Let's change that. Let's get rid of our our current definition of the dance method.

Now let's rewrite it. This time, we'll start by asking for the singleton_class corresponding to the cletus object.

Then we tell that class, we want to execute some code inside its context, using class_exec.

And inside the class_exec block, we define an ordinary instance method called dance.

The outcome of this definition is exactly the same as before.

We can tell cletus to dance, and he does.

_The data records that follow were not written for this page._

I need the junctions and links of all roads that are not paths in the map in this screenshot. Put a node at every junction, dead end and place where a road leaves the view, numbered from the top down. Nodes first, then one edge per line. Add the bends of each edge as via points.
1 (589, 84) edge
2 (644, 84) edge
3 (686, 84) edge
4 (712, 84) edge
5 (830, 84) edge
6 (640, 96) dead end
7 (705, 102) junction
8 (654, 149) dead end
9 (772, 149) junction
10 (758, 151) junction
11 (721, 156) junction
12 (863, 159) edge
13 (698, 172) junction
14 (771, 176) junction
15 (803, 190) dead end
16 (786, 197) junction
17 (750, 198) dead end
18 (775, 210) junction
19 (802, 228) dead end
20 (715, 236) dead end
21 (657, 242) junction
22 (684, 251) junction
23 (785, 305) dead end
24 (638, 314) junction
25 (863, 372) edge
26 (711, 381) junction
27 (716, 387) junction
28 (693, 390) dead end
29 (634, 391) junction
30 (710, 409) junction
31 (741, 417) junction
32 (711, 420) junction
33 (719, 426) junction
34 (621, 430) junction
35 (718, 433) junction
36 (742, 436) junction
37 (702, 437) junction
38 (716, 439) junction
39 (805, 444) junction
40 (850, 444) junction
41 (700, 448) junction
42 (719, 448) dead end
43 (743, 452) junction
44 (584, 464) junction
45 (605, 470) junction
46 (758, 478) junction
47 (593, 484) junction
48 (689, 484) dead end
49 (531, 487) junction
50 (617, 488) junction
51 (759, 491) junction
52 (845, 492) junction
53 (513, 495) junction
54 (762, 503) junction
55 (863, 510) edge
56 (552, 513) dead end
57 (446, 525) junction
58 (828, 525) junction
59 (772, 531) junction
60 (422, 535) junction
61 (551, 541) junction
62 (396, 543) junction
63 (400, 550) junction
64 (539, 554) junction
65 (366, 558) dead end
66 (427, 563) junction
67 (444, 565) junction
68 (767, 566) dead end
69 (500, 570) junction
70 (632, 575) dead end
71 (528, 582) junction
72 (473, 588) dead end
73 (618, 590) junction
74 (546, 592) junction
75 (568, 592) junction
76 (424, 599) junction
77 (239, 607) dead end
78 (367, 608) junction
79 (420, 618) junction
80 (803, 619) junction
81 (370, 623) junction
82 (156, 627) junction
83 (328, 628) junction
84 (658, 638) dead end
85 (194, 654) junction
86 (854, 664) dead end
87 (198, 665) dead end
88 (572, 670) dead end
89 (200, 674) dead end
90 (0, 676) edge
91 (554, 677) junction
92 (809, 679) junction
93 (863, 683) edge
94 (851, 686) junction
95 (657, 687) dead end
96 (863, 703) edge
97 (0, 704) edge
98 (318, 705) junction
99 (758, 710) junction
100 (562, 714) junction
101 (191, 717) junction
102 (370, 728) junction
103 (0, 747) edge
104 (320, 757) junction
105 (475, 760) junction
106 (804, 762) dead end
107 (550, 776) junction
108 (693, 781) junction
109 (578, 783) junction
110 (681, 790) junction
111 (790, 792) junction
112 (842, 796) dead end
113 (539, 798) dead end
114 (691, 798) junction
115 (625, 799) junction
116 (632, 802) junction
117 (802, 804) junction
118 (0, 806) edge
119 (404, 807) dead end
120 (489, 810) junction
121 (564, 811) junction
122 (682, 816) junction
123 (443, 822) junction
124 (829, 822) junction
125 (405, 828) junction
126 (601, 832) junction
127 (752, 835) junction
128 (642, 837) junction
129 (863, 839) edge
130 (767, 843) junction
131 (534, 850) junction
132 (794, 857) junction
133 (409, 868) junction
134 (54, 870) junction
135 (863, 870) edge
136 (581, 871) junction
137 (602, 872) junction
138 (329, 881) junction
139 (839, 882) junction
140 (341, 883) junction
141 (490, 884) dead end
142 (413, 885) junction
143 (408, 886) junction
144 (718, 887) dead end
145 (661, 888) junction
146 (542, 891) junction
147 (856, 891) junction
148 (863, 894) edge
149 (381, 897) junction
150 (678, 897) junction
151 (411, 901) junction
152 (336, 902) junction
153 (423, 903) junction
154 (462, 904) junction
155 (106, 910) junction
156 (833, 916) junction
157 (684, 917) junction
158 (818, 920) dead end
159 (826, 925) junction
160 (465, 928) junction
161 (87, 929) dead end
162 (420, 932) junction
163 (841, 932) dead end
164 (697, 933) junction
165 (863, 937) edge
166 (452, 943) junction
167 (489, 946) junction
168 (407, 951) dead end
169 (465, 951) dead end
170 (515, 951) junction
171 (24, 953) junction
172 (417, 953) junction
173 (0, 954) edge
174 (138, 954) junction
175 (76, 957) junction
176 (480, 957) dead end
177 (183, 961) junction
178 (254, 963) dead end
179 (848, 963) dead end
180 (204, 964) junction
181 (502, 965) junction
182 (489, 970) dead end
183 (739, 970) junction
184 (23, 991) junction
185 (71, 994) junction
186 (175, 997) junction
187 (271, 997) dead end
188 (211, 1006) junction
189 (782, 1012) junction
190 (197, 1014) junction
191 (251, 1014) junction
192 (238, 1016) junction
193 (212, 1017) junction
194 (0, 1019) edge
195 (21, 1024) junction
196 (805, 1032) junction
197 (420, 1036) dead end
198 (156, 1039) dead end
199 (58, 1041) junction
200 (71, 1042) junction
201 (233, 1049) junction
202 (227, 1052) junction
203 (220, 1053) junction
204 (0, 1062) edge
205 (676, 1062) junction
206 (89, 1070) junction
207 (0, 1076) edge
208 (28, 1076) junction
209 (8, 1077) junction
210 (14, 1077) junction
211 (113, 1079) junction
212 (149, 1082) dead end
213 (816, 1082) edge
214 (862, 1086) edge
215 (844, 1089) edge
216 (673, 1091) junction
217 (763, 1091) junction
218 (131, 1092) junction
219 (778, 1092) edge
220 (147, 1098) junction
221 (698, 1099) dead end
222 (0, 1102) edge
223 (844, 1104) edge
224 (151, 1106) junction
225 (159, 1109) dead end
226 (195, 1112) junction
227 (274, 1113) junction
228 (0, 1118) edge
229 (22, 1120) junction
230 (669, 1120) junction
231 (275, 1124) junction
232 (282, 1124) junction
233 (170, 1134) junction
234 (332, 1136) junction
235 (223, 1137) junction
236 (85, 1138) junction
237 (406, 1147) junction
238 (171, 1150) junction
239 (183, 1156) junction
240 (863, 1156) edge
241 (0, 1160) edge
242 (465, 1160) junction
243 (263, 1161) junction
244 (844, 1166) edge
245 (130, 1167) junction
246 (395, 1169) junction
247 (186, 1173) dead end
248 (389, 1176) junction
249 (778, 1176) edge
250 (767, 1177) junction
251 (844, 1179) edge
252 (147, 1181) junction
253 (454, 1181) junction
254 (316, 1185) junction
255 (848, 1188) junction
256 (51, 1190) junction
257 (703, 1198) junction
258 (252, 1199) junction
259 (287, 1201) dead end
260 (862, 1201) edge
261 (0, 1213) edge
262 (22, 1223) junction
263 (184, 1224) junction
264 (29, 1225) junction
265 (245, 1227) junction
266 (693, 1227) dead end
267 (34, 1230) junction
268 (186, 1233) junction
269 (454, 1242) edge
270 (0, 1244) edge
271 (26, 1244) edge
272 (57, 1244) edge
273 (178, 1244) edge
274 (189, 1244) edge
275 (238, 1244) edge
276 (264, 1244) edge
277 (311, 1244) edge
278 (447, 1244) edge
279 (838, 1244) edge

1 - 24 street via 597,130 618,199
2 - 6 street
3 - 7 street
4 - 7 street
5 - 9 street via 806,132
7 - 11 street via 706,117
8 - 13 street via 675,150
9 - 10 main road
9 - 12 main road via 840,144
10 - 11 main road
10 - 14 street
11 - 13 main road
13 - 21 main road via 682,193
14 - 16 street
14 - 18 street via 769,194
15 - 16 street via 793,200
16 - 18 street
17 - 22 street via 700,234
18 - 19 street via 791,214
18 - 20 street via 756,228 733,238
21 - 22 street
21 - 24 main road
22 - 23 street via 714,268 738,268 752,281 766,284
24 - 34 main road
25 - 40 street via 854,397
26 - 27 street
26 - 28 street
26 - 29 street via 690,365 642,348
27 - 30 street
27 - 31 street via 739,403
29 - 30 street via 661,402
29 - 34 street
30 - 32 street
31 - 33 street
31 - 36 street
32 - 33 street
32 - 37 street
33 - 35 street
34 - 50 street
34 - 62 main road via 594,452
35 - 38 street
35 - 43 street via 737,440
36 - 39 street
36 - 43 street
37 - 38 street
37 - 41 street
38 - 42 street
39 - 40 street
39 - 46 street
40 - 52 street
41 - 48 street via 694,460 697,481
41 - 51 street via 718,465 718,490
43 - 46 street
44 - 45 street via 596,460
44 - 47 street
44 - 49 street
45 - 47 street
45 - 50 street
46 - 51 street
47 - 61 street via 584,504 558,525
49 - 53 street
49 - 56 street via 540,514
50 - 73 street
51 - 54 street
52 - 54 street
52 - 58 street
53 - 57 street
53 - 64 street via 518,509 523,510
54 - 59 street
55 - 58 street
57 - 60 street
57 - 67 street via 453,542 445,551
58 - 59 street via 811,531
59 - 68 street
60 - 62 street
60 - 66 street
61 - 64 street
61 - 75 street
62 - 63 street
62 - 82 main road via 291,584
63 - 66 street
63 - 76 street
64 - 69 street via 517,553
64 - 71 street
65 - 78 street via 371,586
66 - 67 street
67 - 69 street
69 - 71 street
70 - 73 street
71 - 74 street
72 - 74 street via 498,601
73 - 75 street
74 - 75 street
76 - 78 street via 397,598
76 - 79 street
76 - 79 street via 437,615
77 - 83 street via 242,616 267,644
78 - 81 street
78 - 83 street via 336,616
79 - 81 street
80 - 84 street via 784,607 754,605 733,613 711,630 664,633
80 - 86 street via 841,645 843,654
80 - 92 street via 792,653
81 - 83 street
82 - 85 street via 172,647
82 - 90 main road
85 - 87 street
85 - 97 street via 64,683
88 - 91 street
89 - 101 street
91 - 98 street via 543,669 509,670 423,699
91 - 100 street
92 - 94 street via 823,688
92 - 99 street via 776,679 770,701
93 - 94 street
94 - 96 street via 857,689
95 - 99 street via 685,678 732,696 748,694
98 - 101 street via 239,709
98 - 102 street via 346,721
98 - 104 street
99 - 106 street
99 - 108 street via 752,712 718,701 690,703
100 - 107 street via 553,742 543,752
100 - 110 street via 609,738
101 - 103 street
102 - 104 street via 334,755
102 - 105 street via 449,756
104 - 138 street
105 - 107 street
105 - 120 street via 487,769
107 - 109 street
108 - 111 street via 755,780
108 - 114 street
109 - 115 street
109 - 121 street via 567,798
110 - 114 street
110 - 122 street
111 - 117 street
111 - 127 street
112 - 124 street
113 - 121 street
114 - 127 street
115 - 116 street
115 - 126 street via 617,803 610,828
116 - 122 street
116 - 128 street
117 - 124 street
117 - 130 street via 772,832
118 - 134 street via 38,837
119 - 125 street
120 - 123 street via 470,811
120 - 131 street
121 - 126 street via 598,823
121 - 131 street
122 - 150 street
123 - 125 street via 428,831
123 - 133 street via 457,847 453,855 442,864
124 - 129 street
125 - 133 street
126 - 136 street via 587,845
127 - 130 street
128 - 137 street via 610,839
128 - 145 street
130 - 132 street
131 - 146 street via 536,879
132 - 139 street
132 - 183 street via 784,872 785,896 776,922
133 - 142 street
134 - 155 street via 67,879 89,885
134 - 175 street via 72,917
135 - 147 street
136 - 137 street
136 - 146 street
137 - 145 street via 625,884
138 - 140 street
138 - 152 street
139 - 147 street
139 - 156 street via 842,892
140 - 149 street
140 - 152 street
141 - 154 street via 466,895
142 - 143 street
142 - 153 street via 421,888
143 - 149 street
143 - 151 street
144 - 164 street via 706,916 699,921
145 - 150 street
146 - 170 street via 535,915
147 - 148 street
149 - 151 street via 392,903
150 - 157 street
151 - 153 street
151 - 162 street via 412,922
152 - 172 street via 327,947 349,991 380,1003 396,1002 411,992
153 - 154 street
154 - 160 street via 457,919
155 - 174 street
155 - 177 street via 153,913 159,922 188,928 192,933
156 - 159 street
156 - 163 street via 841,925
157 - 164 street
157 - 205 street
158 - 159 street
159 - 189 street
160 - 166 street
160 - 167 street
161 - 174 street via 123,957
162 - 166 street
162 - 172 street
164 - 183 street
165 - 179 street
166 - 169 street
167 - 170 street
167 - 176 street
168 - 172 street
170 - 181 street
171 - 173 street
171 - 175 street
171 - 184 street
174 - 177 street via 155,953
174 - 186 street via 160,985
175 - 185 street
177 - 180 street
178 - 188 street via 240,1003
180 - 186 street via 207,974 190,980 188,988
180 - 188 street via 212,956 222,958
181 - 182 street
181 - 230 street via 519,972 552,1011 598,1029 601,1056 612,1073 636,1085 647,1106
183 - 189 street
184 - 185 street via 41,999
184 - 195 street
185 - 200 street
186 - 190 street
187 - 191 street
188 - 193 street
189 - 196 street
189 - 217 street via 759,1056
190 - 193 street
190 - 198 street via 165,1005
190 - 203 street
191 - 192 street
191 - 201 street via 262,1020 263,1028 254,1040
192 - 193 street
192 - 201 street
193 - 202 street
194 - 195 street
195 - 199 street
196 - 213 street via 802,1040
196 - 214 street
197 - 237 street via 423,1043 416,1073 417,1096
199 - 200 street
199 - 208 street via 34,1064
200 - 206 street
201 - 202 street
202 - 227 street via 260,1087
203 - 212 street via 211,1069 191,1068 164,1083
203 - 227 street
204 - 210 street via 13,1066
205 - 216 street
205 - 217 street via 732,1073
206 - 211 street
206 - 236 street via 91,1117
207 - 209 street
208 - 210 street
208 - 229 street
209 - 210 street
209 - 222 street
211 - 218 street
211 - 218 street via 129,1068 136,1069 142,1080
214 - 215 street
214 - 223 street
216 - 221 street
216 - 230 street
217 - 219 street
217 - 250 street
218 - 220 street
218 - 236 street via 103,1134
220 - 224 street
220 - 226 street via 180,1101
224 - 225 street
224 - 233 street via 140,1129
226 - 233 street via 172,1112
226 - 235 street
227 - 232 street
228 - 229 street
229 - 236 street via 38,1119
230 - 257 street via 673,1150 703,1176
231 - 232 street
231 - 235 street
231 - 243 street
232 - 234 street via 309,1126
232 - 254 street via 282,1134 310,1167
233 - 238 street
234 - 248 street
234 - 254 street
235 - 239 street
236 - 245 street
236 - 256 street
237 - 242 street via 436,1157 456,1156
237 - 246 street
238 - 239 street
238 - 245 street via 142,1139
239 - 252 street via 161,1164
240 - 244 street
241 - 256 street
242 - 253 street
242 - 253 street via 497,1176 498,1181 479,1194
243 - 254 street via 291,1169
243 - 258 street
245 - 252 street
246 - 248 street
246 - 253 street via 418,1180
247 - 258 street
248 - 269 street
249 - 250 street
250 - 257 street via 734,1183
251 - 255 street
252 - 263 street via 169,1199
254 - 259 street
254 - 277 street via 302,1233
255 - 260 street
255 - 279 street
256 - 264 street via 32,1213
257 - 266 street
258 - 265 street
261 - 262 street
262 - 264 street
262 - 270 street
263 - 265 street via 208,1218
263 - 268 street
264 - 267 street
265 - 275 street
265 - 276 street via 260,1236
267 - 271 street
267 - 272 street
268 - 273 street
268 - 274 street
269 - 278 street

And we can see that this dance method is in fact defined in the object's singleton class.

class Cow
  def self.plural_term
    "herd"
  end

  def speak
    "moo"
  end
end

cletus = Cow.new

cletus.singleton_class.class_exec do
  def dance
    "tappety tappety tap"
  end
end

cletus.dance
# => "tappety tappety tap"

cletus.singleton_class.instance_methods(false)
# => [:dance]

But this time, this should come as less of a surprise. Partly because we've already learned about it. But also, because this time we explicitly defined the method inside the singleton class.

Now, Ruby hasn't always had a method for getting at the singleton_class. In fact, it hasn't always had a class_exec method either.

But even before either of these methods existed, Ruby had a way of explicitly modifying an object's singleton class. And it looked like this.

class << cletus

This special variation on class definition syntax opens up an objects singleton class and allows us to add or modify the methods defined there. In this case, we're adding a sing method.

The outcome is the same as our class_exec version. Cletus is now a singing and dancing cow. And we can see both methods are stored in the singleton class.

class Cow
  def self.plural_term
    "herd"
  end

  def speak
    "moo"
  end
end

cletus = Cow.new

cletus.singleton_class.class_exec do
  def dance
    "tappety tappety tap"
  end
end

class << cletus
  def sing
    "ga ga moo-la-la!"
  end
end

cletus.dance
# => "tappety tappety tap"

cletus.sing
# => "ga ga moo-la-la!"

cletus.singleton_class.instance_methods(false)
# => [:dance, :sing]

So next time you see per-object methods defined using the "def object dot method" syntax, you can realize exactly what this really is: a shorthand for defining instance methods in a singleton class.

class Cow
  def self.plural_term
    "herd"
  end

  def speak
    "moo"
  end
end

cletus = Cow.new

def cletus.dance
  "tappety tappety tap"
end

def cletus.sing
  "ga ga moo-la-la!"
end

And you can even rewrite it in your head to one of these more explicit versions.

class Cow
  def self.plural_term
    "herd"
  end

  def speak
    "moo"
  end
end

cletus = Cow.new

cletus.singleton_class.class_exec do
  def dance
    "tappety tappety tap"
  end
end

class << cletus
  def sing
    "ga ga moo-la-la!"
  end
end

And the same goes for class object singleton methods, otherwise known as "class methods".

class Cow
  def self.plural_term
    "herd"
  end

  def speak
    "moo"
  end
end

You can mentally rewrite this to a version that explicitly acknowledges the existence of the singleton class.

class Cow
  singleton_class.class_exec do
    def plural_term
      "herd"
    end
  end

  def speak
    "moo"
  end
end

Once you start seeing singleton classes this way, you'll realize that they are everywhere. And that they aren't as mysterious as they first appeared. Happy hacking!